Background technique

The heat exchanger is one of the important components in the air conditioner, and its performance directly affects the overall efficiency of the air conditioner. With the increasing demand for energy efficiency of household air conditioners in my country, how to improve the performance of heat exchangers at low cost is the focus of analysis and research. At present, tube-fin heat exchangers are mainly used in air conditioners. Due to the poor heat transfer performance on the air side, the thermal resistance of this heat exchanger is mainly concentrated on the air side outside the tubes, and the thermal resistance outside the tubes can account for 80% of the total thermal resistance. % to 90%, therefore, optimizing the fin structure outside the tube will effectively improve the heat transfer performance of the heat exchanger. There are various forms of heat exchanger fins, from the initial flat fins and corrugated fins to the later developed louver fins and slotted fins. These fins increase the heat exchange area on the air side of the heat exchanger, and at the same time increase the disturbance to the fluid, greatly enhancing the heat exchange performance of the heat exchanger. However, traditional slotted or louvered fins are usually suitable for heat transfer enhancement in non-frost conditions, because traditional slotted or louvered fin reinforcement structures are often easily blocked by frost in frosted conditions, thereby reducing the Heat transfer performance of fins.
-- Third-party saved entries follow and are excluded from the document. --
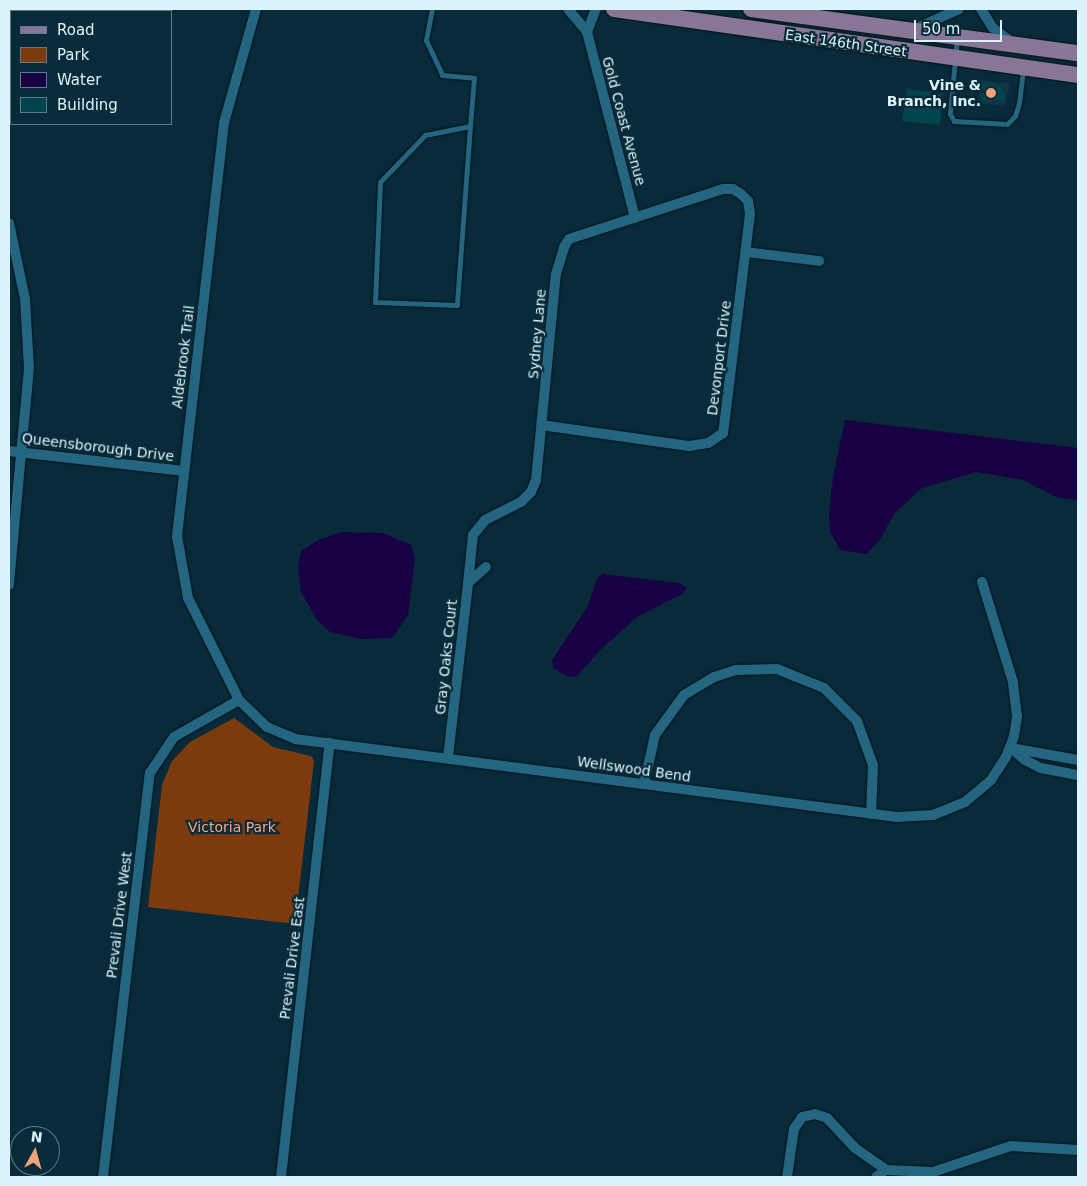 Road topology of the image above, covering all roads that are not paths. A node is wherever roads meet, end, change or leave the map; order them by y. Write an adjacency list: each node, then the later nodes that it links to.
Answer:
1 (256, 9): 26 (street, Aldebrook Trail)
2 (432, 9): 17 (lane)
3 (568, 9): 10 (street, Gold Coast Avenue)
4 (596, 9): 10 (street)
5 (614, 9): 14 (main road, East 146th Street)
6 (751, 9): 9 (main road, East 146th Street)
7 (959, 9): 9 (street)
8 (981, 9): 12 (street)
9 (910, 30): 11 (main road, East 146th Street)
10 (586, 32): 19 (street, Gold Coast Avenue)
11 (957, 37): 12 (main road, East 146th Street); 14 (lane)
12 (1016, 44): 13 (main road, East 146th Street)
13 (1078, 53)
14 (954, 58): 15 (main road, East 146th Street); 15 (lane)
15 (1023, 67): 16 (main road, East 146th Street)
16 (1078, 75)
17 (470, 126): 17 (lane)
18 (741, 194): 19 (street, Sydney Lane); 21 (street, Devonport Drive)
19 (635, 218): 23 (street, Sydney Lane)
20 (9, 223): 25 (street)
21 (746, 252): 22 (street); 23 (street, Devonport Drive)
22 (819, 261)
23 (542, 425): 28 (street, Sydney Lane)
24 (9, 451): 25 (street, Queensborough Drive)
25 (21, 452): 26 (street, Queensborough Drive); 30 (street)
26 (184, 471): 31 (street, Aldebrook Trail)
27 (486, 567): 28 (street, Gray Oaks Court)
28 (468, 582): 34 (street, Gray Oaks Court)
29 (982, 582): 33 (street)
30 (9, 585)
31 (239, 700): 32 (street, Wellswood Bend); 41 (street, Prevali Drive West)
32 (330, 743): 34 (street, Wellswood Bend); 42 (street, Prevali Drive East)
33 (1011, 748): 35 (street); 36 (street); 38 (street, Wellswood Bend)
34 (448, 757): 37 (street, Wellswood Bend)
35 (1078, 760)
36 (1078, 775)
37 (644, 784): 38 (street, Wellswood Bend); 38 (street)
38 (871, 814)
39 (1078, 1150): 40 (street)
40 (886, 1170): 43 (street); 44 (street)
41 (103, 1177)
42 (281, 1177)
43 (787, 1177)
44 (876, 1177) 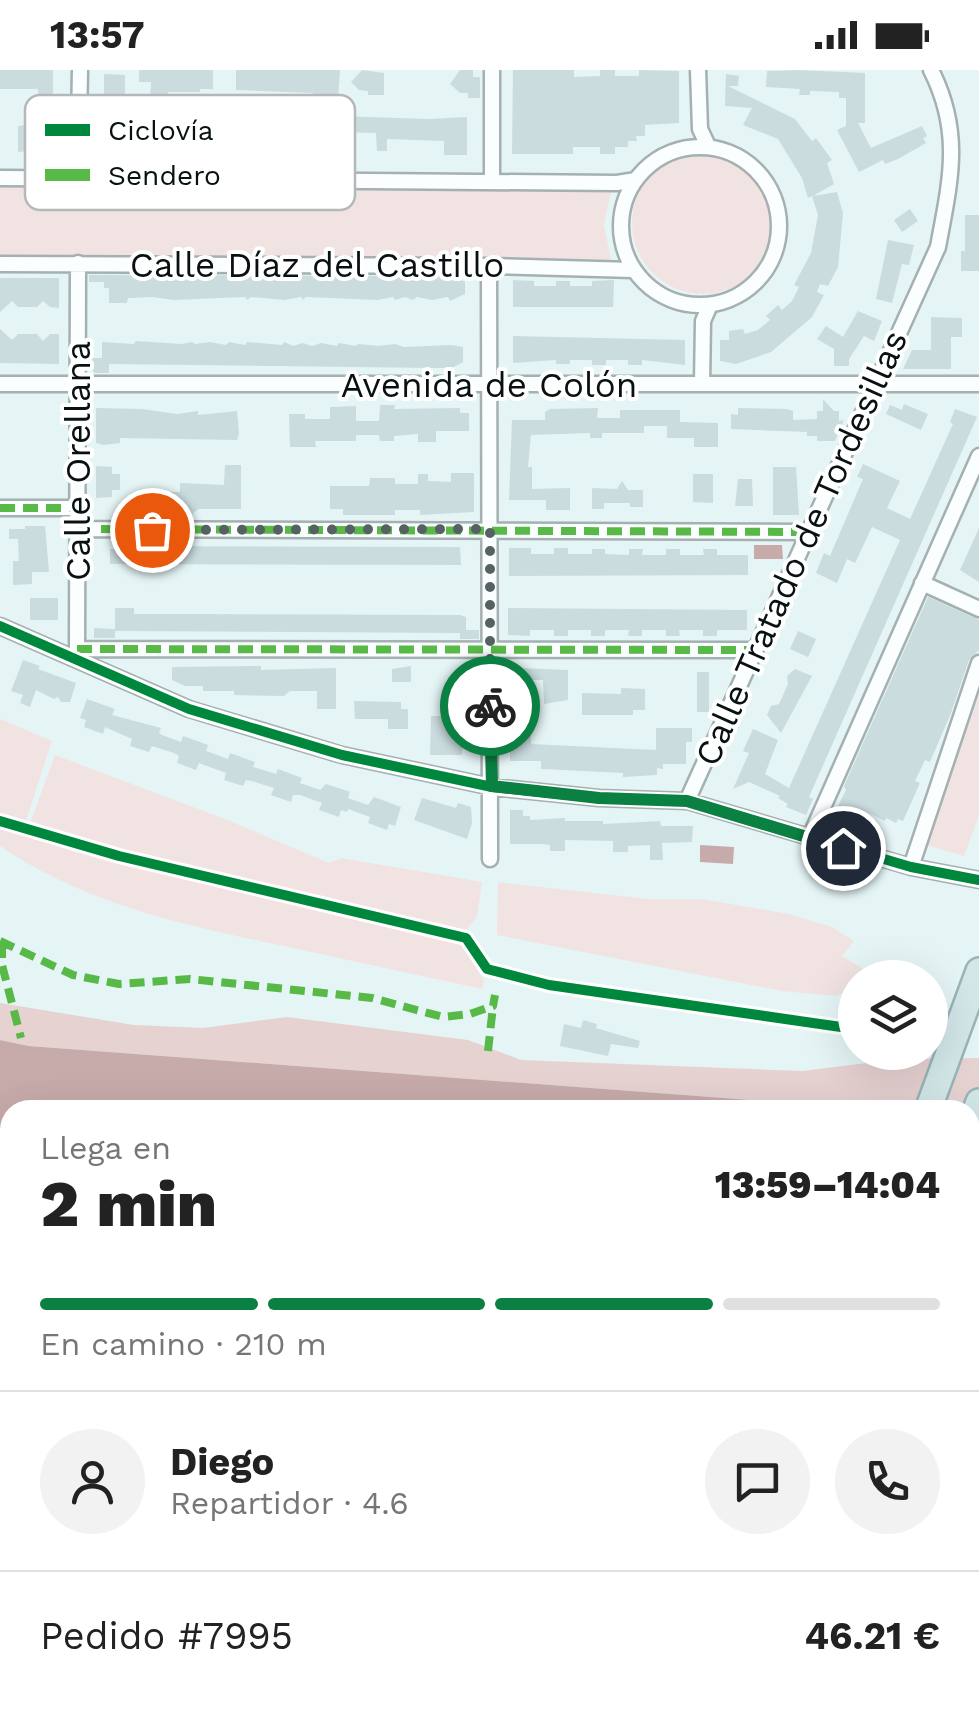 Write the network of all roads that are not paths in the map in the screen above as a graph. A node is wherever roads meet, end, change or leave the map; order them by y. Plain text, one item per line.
1 (80, 70) edge
2 (492, 70) edge
3 (698, 70) edge
4 (931, 70) edge
5 (80, 95) edge
6 (700, 128) junction
7 (692, 146) junction
8 (708, 146) junction
9 (25, 177) edge
10 (0, 178) edge
11 (355, 179) edge
12 (492, 180) junction
13 (627, 185) junction
14 (0, 264) edge
15 (78, 264) junction
16 (490, 266) junction
17 (633, 270) junction
18 (702, 305) junction
19 (0, 384) edge
20 (79, 384) junction
21 (702, 384) junction
22 (979, 384) edge
23 (874, 385) junction
24 (491, 386) junction
25 (979, 456) edge
26 (0, 508) edge
27 (78, 508) junction
28 (490, 529) junction
29 (78, 530) junction
30 (810, 532) junction
31 (922, 584) junction
32 (979, 610) edge
33 (0, 626) edge
34 (489, 650) junction
35 (754, 650) junction
36 (77, 654) junction
37 (979, 663) edge
38 (492, 786) junction
39 (687, 801) junction
40 (808, 838) junction
41 (490, 859) dead end
42 (912, 868) junction
43 (979, 880) edge
44 (979, 971) edge
45 (932, 1100) edge

1 - 5 street
2 - 12 street
3 - 6 street
4 - 23 street, Calle Tratado de Tordesillas
6 - 7 street
6 - 8 street
7 - 8 street
7 - 13 street
8 - 18 street
9 - 10 street
11 - 12 street
12 - 13 street
13 - 17 street
14 - 15 street, Calle Díaz del Castillo
15 - 16 street, Calle Díaz del Castillo
15 - 20 street, Calle Orellana
16 - 17 street, Calle Díaz del Castillo
16 - 24 street
17 - 18 street
18 - 21 street
19 - 20 street, Avenida de Colón
20 - 24 street, Avenida de Colón
20 - 27 street, Calle Orellana
21 - 23 street, Avenida de Colón
21 - 24 street, Avenida de Colón
22 - 23 street, Avenida de Colón
23 - 30 street, Calle Tratado de Tordesillas
24 - 28 street
25 - 31 street
26 - 27 street
27 - 29 street, Calle Orellana
28 - 29 street
28 - 30 street
28 - 34 street
29 - 36 street, Calle Orellana
30 - 35 street, Calle Tratado de Tordesillas
31 - 32 street
31 - 40 street
33 - 36 street, Calle Tratado de Tordesillas
34 - 35 street
34 - 36 street
34 - 38 street
35 - 39 street, Calle Tratado de Tordesillas
36 - 38 street, Calle Tratado de Tordesillas
37 - 42 street
38 - 39 street, Calle Tratado de Tordesillas
38 - 41 street
39 - 40 street
40 - 42 street
42 - 43 street
44 - 45 highway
However, slotted fins can effectively strengthen heat exchange. Therefore, in the present invention, the fins are improved as far as possible without opening windows and slots, and to meet the requirements of fin symmetry and high strength in the processing technology. The idea of two-way slits is proposed, and the two-way discrete convex structure fins are proposed, which can effectively reduce the effect of frosting on the heat transfer capacity of the fins.

SUMMARY OF THE INVENTION

In order to overcome the above-mentioned shortcomings of the prior art, the purpose of the present invention is to provide a high-strength heat exchange fin using two-way discrete protrusions,

In order to achieve the above object, the technical scheme adopted in the present invention is:

A high-strength heat exchange fin using two-way discrete protrusions, including a fin base 1, and a heat exchange tube hole 7 for the heat exchange tube to pass through on the fin base 1, characterized in that the fin base 1 The upper periphery of the heat exchange tube hole 7 is provided with a bidirectional discrete convex structure. The fins achieve violent disturbance of the fluid through the bidirectional discrete convex structure, destroy the flow boundary layer, and have a drainage effect to reduce the flow stagnation area behind the tube.

The two-way discrete convex structures include several sections of convex structures one 3 and two convex structures 4 symmetrical about the center of the heat exchange tube hole 7, and convex structures three 5 and two convex structures located between adjacent heat exchange tube holes 7. A structure four 6 is formed, wherein the convex structure one 3, the convex structure two 4, the convex structure three 5, and the convex structure four 6 are all located on the fin base 1 and are not connected to each other.

The protruding structure 1 3 and the protruding structure 4 6 have the same protruding direction, and are opposite to the protruding direction of the protruding structure 2 4 and the protruding structure 3 5 .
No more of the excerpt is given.